In [None]:
# SDXL Dreambooth Training With Kohya_SS SD-Scripts - No-config version
# Run each cell in sequence

In [None]:
# 1. INSTALL DEPENDENCIES


!wget https://raw.githubusercontent.com/yushan777/kohya_ss_vastai/main/colors.py -q
from colors import bcolors
from IPython.display import clear_output
!apt-get update -y && apt-get install -y libgl1
clear_output(wait=True)

print(f"{bcolors.BOLD}{bcolors.GREEN}Installing dependencies - this will take a few minutes...{bcolors.ENDC}")
print(f"{bcolors.BOLD}{bcolors.GREEN}Ignore any warnings about running pip as the 'root'{bcolors.ENDC}")
!pip install torch==2.0.1+cu118 torchvision==0.15.2+cu118 --extra-index-url https://download.pytorch.org/whl/cu118 --root-user-action=ignore # no_verify leave this to specify not checking this a verification stage
!pip install xformers==0.0.20 bitsandbytes==0.35.0 --root-user-action=ignore
!pip install tensorboard==2.12.3 tensorflow==2.12.0 wheel --root-user-action=ignore
!pip install protobuf==3.20.3 --root-user-action=ignore
!pip install tensorrt --root-user-action=ignore
!pip install gdown --root-user-action=ignore
!pip install accelerate==0.19.0 --root-user-action=ignore
!pip install transformers==4.30.2 --root-user-action=ignore
!pip install diffusers[torch]==0.18.2 --root-user-action=ignore
!pip install ftfy==6.1.1 --root-user-action=ignore
!pip install albumentations==1.3.0 --root-user-action=ignore
!pip install opencv-python==4.7.0.68 --root-user-action=ignore
!pip install einops==0.6.0 --root-user-action=ignore
!pip install pytorch-lightning==1.9.0 --root-user-action=ignore
!pip install bitsandbytes==0.35.0 --root-user-action=ignore
!pip install tensorboard==2.12.0 --root-user-action=ignore
!pip install safetensors==0.3.1 --root-user-action=ignore
!pip install altair==4.2.2 --root-user-action=ignore
!pip install easygui==0.98.3 --root-user-action=ignore
!pip install toml==0.10.2 --root-user-action=ignore
!pip install voluptuous==0.13.1 --root-user-action=ignore
!pip install huggingface-hub==0.15.1 --root-user-action=ignore
!pip install invisible-watermark==0.2.0  --root-user-action=ignore
!pip install open-clip-torch==2.20.0 --root-user-action=ignore
!pip install protobuf==3.20.3 --root-user-action=ignore
!pip install -e . --root-user-action=ignore
clear_output(wait=True)
print(f"{bcolors.BOLD}{bcolors.GREEN}Finished installing dependencies.{bcolors.ENDC}")



In [None]:
# 2. VARIABLES
# The following variables can be changed according to your project preferences
token_word = "ohwx"
class_word = "person" 
training_repeats = 40 
training_root_dir = "training_images" 
regularization_root_dir = "reg_images"

project_name = "myProject"
output_dir = "trained_models"

In [None]:
# 3. CREATE DATASET FOLDERS

# ================================================================
# your training and reg image subfolders will be named according to what is set in previous cell: 
# so if you stuck with the defaults, they would be for example :
# "training_images/40_ohwx person"
# "reg_images/1_person"
training_dir = f'{training_root_dir}/{training_repeats}_{token_word} {class_word}'
reg_dir = f'{regularization_root_dir}/1_{class_word}'

# back to parent folder
%cd /workspace/sd-scripts

import os
if os.path.exists(training_dir) == False:
  os.makedirs(training_dir)
  print(f'{training_dir} Created.')
else:
  print(f'{training_dir} already exists.')

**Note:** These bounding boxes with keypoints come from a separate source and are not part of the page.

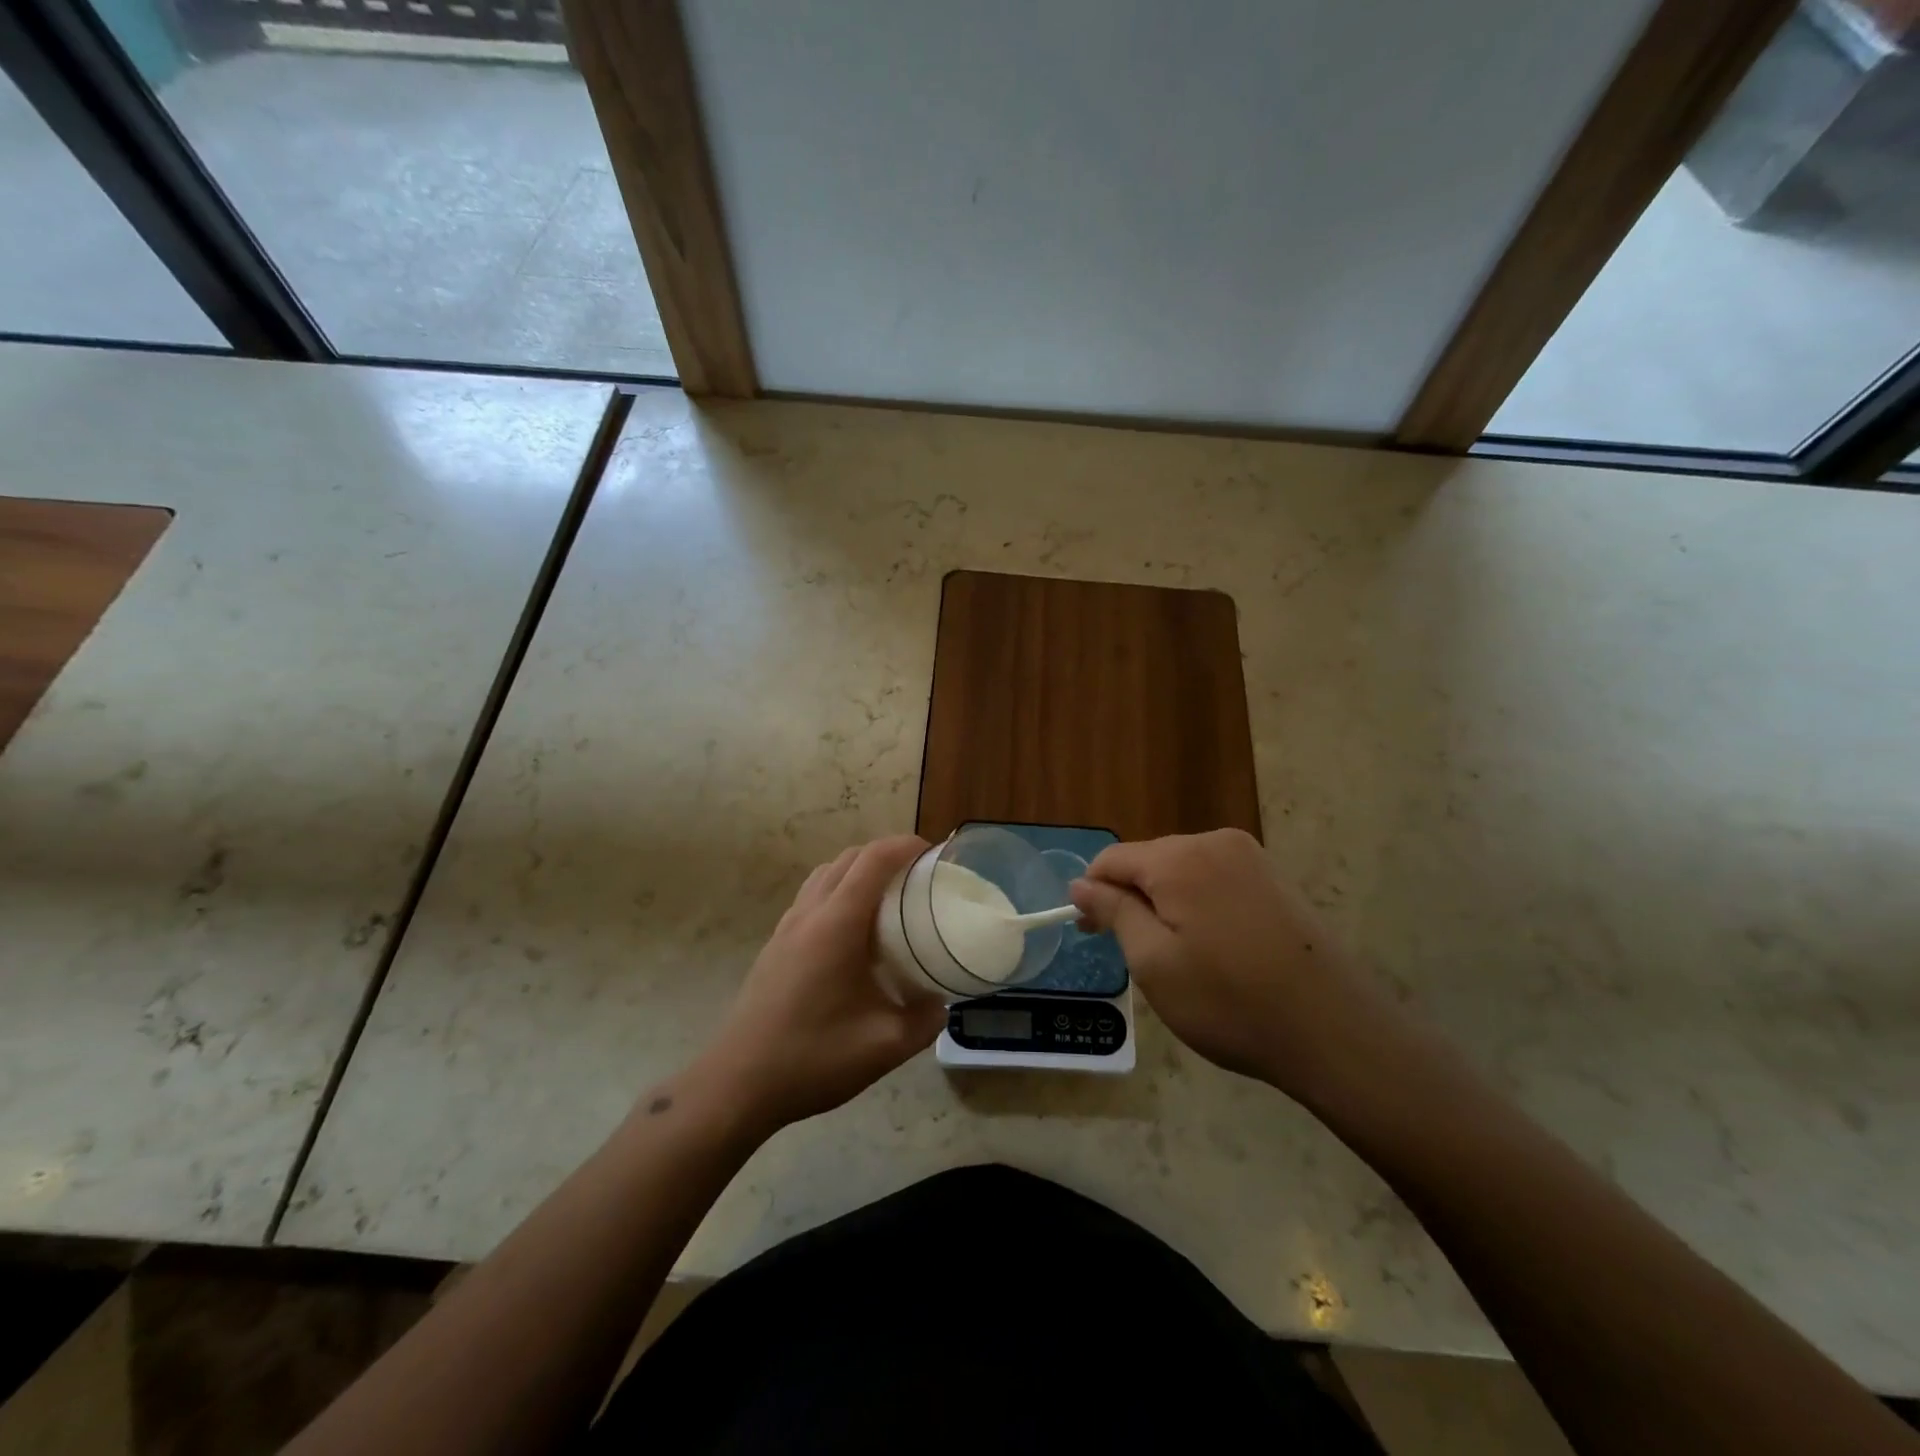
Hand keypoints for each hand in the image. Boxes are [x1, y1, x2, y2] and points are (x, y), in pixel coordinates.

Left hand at [695, 836, 944, 1133]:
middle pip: (849, 858)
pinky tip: (853, 931)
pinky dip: (838, 890)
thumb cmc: (814, 1058)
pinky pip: (811, 896)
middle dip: (886, 853)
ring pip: (825, 874)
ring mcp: (787, 927)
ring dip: (858, 870)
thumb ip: (925, 1020)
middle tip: (918, 875)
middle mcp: (810, 913)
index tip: (934, 854)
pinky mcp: (775, 945)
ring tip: (887, 896)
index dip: (905, 846)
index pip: (874, 860)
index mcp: (838, 924)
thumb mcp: (886, 1046)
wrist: (738, 1084)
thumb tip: (941, 1002)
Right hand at [1070, 830, 1395, 1101]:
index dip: (1093, 893)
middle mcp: (1215, 842)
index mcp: (1179, 858)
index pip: (1113, 859)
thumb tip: (1080, 884)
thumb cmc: (1230, 1001)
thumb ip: (1113, 912)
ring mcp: (1251, 858)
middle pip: (1149, 860)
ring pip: (1182, 871)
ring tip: (1175, 957)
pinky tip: (1213, 948)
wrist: (1335, 1030)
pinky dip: (1199, 906)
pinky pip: (1215, 880)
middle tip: (1133, 954)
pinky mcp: (1275, 878)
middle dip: (1131, 898)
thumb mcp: (1154, 962)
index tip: (1090, 934)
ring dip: (1165, 904)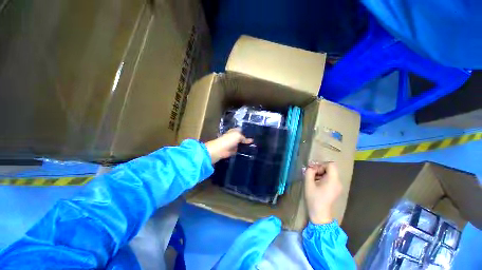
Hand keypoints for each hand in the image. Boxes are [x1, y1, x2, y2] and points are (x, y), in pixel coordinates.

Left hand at [204, 128, 252, 163]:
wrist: (220, 150)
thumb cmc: (228, 140)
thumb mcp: (238, 136)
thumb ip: (244, 138)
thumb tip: (251, 140)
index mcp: (234, 131)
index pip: (242, 130)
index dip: (248, 131)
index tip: (255, 134)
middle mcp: (234, 136)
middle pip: (242, 137)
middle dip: (248, 138)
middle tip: (257, 140)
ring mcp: (234, 144)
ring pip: (242, 144)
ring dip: (246, 145)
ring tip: (255, 146)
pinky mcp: (233, 150)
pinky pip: (240, 150)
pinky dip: (243, 151)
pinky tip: (250, 151)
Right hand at [304, 162, 341, 224]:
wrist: (320, 214)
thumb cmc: (314, 198)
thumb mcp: (308, 183)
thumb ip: (309, 172)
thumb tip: (311, 167)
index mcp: (333, 180)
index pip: (331, 165)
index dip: (321, 165)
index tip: (314, 170)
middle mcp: (338, 182)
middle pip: (330, 169)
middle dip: (320, 169)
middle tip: (311, 174)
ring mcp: (338, 186)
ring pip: (330, 173)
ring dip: (320, 173)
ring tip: (312, 179)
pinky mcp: (336, 189)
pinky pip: (330, 179)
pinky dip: (323, 178)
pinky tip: (316, 183)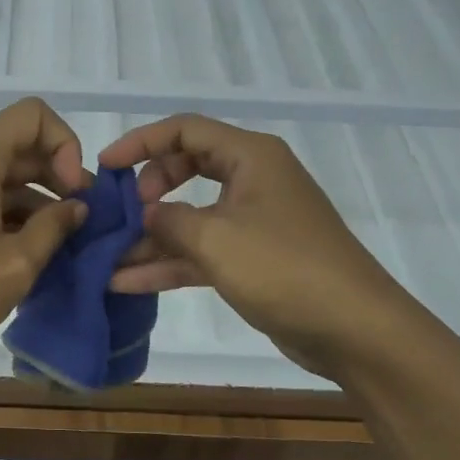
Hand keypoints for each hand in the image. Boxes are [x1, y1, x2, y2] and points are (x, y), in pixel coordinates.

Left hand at [0, 99, 88, 375]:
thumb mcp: (14, 266)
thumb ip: (54, 228)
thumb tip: (76, 207)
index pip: (32, 115)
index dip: (65, 145)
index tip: (74, 192)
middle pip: (15, 147)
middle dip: (54, 177)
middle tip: (80, 222)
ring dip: (31, 202)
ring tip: (55, 246)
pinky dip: (3, 214)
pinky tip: (19, 254)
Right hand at [99, 114, 421, 381]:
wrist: (354, 329)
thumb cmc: (284, 269)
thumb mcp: (216, 240)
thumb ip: (170, 220)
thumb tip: (145, 215)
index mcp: (251, 157)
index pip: (186, 130)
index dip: (141, 142)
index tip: (106, 166)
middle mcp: (253, 180)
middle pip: (186, 168)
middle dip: (148, 189)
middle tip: (124, 213)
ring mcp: (253, 222)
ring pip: (192, 216)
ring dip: (152, 236)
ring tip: (107, 256)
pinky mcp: (254, 259)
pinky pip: (203, 251)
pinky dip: (170, 264)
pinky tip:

if os.path.exists(reg_dir) == False:
  os.makedirs(reg_dir)
  print(f'{reg_dir} Created.')
else:
  print(f'{reg_dir} already exists.')


In [None]:
# 4. Download and unzip images to appropriate folders
import shutil
import zipfile

# =================================================================
# Use YOUR OWN Google Drive file IDs for your image zips
training_images_file_ID = '1BIixbqMYW5-eOvTFC_RaZyWmlnBzey-0' 
reg_images_file_ID = '1CIqOhLBfzrl5OkvGgbp2XK_njdFh5bMw'
# =================================================================

# download training images from google drive, rename to train.zip
!gdown '{training_images_file_ID}' -O train.zip

# move train.zip to training images sub folder
shutil.move('train.zip', f'{training_dir}')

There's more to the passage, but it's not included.